How to complete this task: Copy each line of the material beneath that holds the word "than".

Entries shown:
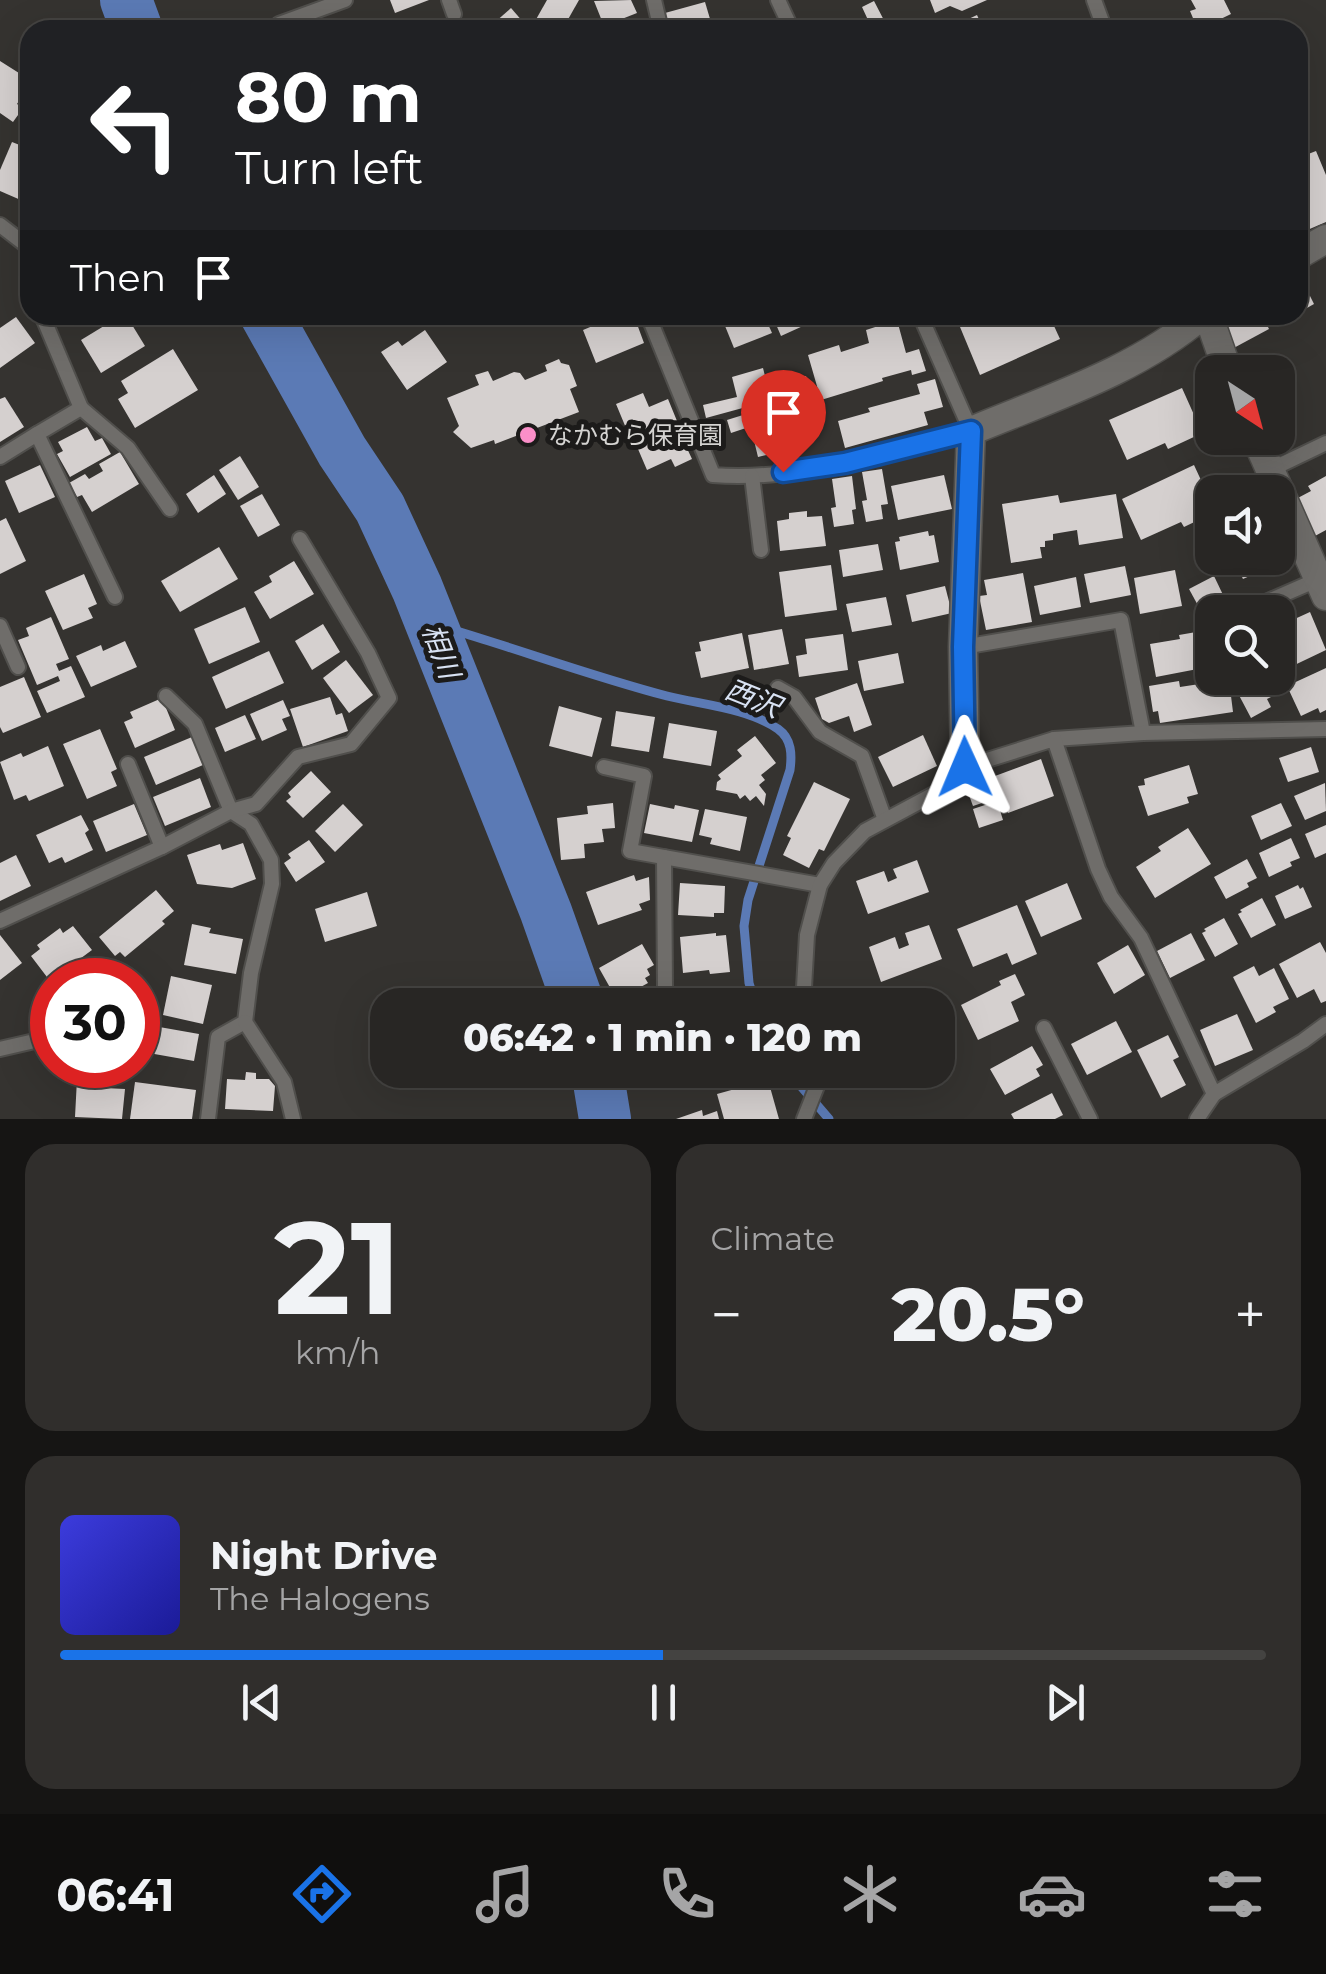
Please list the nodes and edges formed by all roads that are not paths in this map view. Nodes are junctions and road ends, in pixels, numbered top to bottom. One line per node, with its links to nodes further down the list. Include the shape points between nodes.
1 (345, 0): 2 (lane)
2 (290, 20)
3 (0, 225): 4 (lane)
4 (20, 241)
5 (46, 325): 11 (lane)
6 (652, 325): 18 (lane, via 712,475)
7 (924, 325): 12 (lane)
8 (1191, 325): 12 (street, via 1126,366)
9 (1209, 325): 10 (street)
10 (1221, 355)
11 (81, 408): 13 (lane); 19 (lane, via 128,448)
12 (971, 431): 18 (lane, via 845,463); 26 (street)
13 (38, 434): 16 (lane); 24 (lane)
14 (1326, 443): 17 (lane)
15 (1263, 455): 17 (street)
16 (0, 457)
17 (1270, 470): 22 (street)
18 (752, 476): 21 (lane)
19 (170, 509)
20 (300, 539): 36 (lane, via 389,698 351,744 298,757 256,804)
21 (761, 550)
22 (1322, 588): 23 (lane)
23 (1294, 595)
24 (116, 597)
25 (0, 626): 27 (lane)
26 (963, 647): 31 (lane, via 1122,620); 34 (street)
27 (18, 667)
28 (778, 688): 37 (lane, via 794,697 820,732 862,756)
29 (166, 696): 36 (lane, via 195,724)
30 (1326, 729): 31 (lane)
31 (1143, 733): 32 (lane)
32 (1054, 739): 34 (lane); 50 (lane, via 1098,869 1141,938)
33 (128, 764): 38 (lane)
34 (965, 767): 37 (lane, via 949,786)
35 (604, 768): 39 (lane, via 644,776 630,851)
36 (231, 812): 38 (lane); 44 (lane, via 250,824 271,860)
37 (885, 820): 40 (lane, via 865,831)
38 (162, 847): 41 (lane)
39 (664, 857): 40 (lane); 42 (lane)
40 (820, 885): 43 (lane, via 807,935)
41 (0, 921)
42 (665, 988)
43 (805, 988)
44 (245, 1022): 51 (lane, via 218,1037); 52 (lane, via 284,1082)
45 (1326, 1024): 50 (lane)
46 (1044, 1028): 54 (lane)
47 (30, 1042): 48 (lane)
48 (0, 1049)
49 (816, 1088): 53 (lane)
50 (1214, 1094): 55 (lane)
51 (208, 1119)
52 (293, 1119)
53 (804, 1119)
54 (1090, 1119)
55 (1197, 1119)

==

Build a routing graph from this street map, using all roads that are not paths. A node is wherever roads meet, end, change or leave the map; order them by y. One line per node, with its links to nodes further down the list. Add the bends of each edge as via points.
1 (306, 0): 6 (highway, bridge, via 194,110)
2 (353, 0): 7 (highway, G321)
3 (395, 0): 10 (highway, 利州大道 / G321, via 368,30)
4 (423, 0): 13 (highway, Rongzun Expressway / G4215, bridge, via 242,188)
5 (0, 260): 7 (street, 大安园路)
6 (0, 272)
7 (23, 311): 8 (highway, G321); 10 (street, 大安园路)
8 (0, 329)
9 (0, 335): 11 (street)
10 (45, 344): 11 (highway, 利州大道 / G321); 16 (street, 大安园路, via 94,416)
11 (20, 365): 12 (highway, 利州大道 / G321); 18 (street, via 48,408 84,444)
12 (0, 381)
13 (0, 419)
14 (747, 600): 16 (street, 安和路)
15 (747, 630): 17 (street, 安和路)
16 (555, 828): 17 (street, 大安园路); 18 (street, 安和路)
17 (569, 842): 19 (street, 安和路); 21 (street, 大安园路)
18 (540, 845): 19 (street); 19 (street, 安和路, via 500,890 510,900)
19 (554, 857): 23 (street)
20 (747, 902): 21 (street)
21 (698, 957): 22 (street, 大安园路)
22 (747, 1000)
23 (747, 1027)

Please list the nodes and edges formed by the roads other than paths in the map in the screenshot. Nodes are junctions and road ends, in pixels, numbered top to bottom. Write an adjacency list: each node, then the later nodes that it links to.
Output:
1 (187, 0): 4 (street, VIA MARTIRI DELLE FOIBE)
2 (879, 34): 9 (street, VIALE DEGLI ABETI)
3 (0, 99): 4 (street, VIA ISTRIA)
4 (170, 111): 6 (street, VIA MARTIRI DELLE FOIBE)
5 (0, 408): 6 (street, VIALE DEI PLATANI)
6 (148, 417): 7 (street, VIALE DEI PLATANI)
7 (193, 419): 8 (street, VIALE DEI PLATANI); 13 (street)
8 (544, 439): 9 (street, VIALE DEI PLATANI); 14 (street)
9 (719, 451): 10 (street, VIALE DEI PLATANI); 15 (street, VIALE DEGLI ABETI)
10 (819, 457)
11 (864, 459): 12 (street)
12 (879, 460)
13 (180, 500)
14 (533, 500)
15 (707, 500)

...

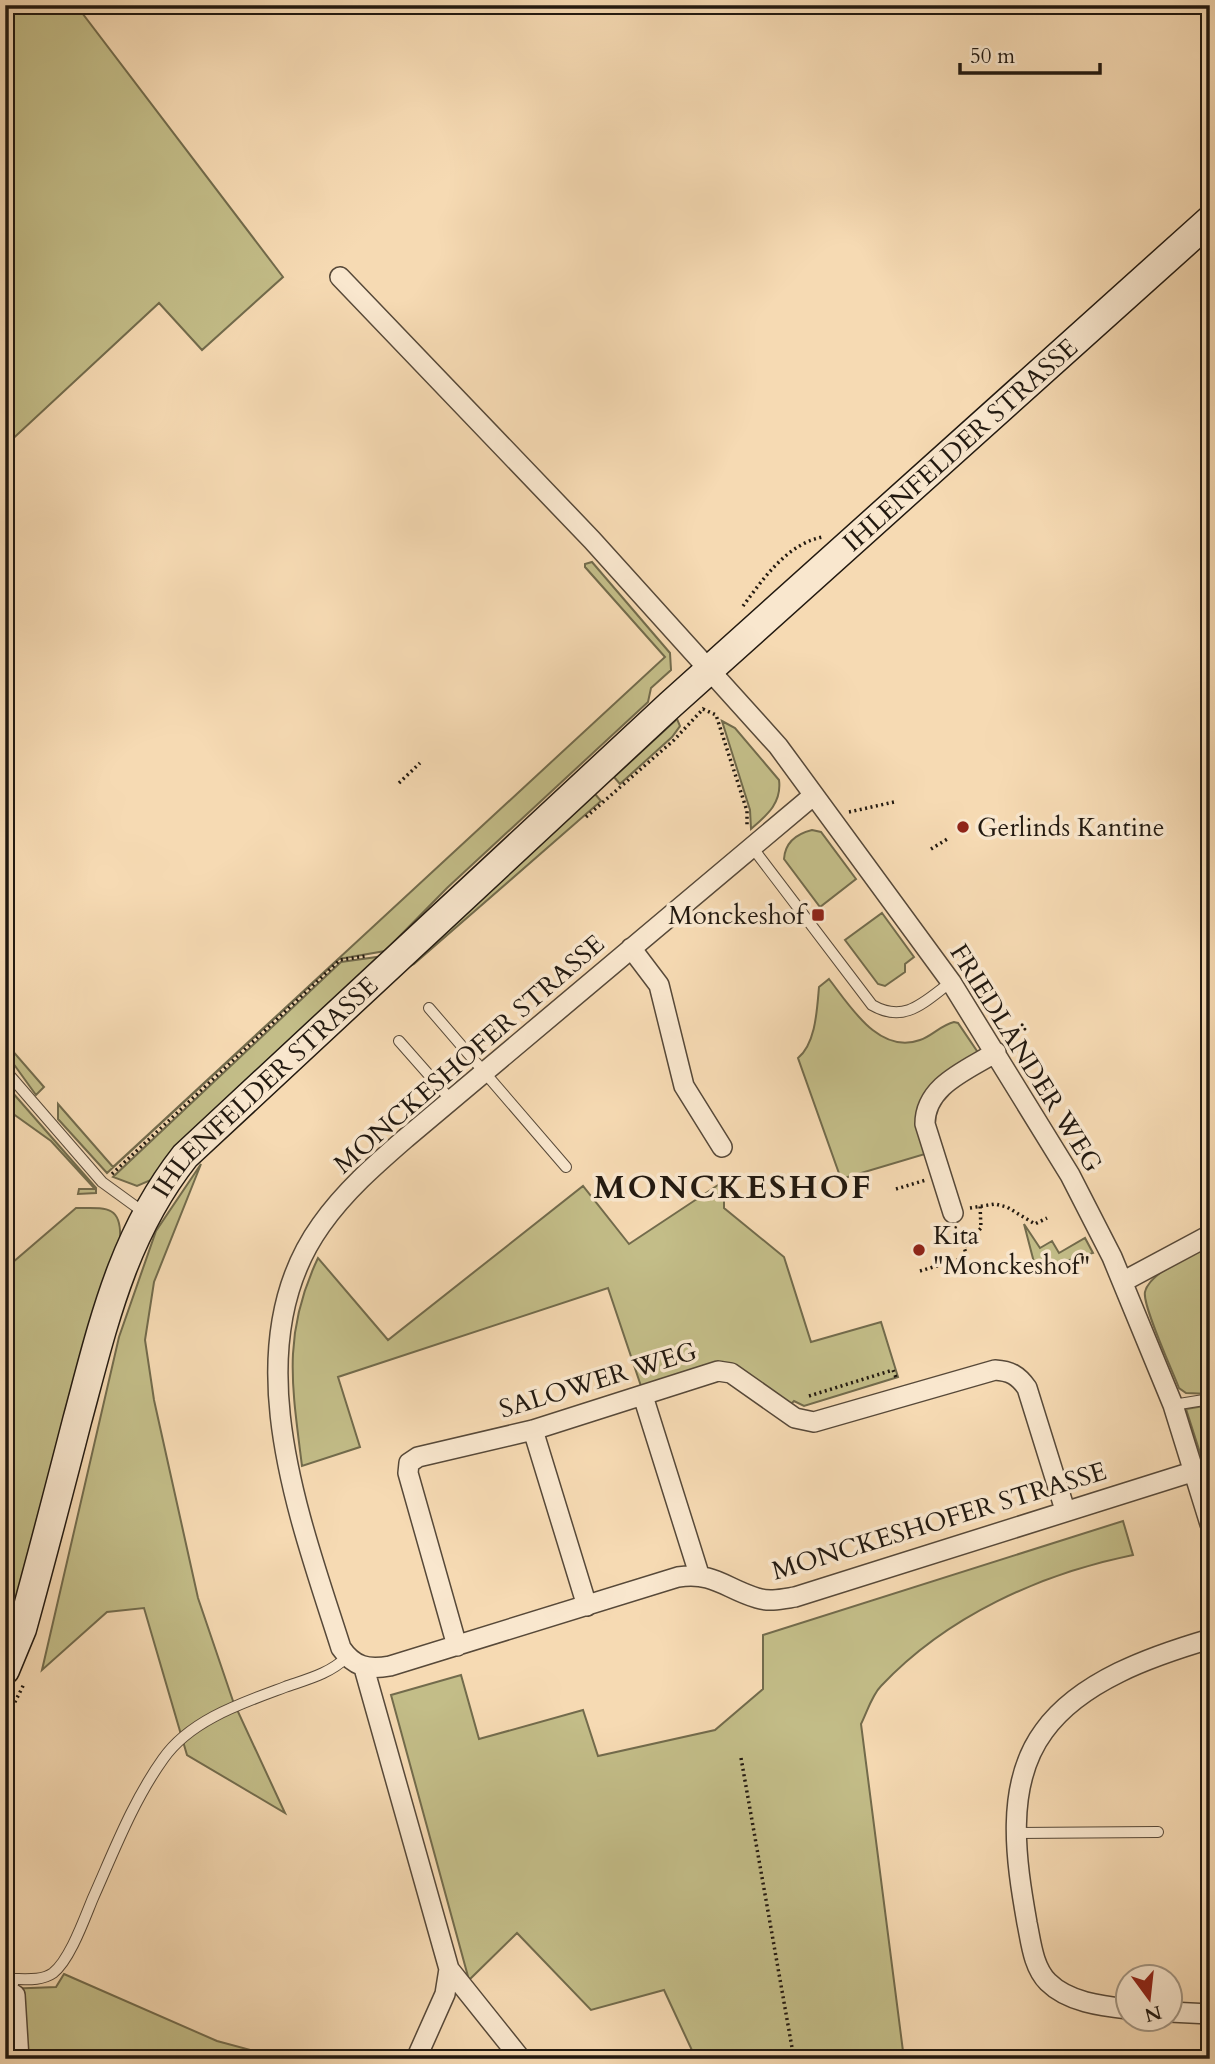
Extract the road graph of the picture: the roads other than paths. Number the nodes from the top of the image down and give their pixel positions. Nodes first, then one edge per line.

Result of this task:
Please list the nodes and edges formed by the roads other than paths in the map in the screenshot. Nodes are junctions and road ends, in pixels, numbered top to bottom. Write an adjacency list: each node, then the later nodes that it links to.
Extract the road graph of the picture: the roads other than paths. Number the nodes from the top of the image down and give their pixel positions. Nodes first, then one edge per line.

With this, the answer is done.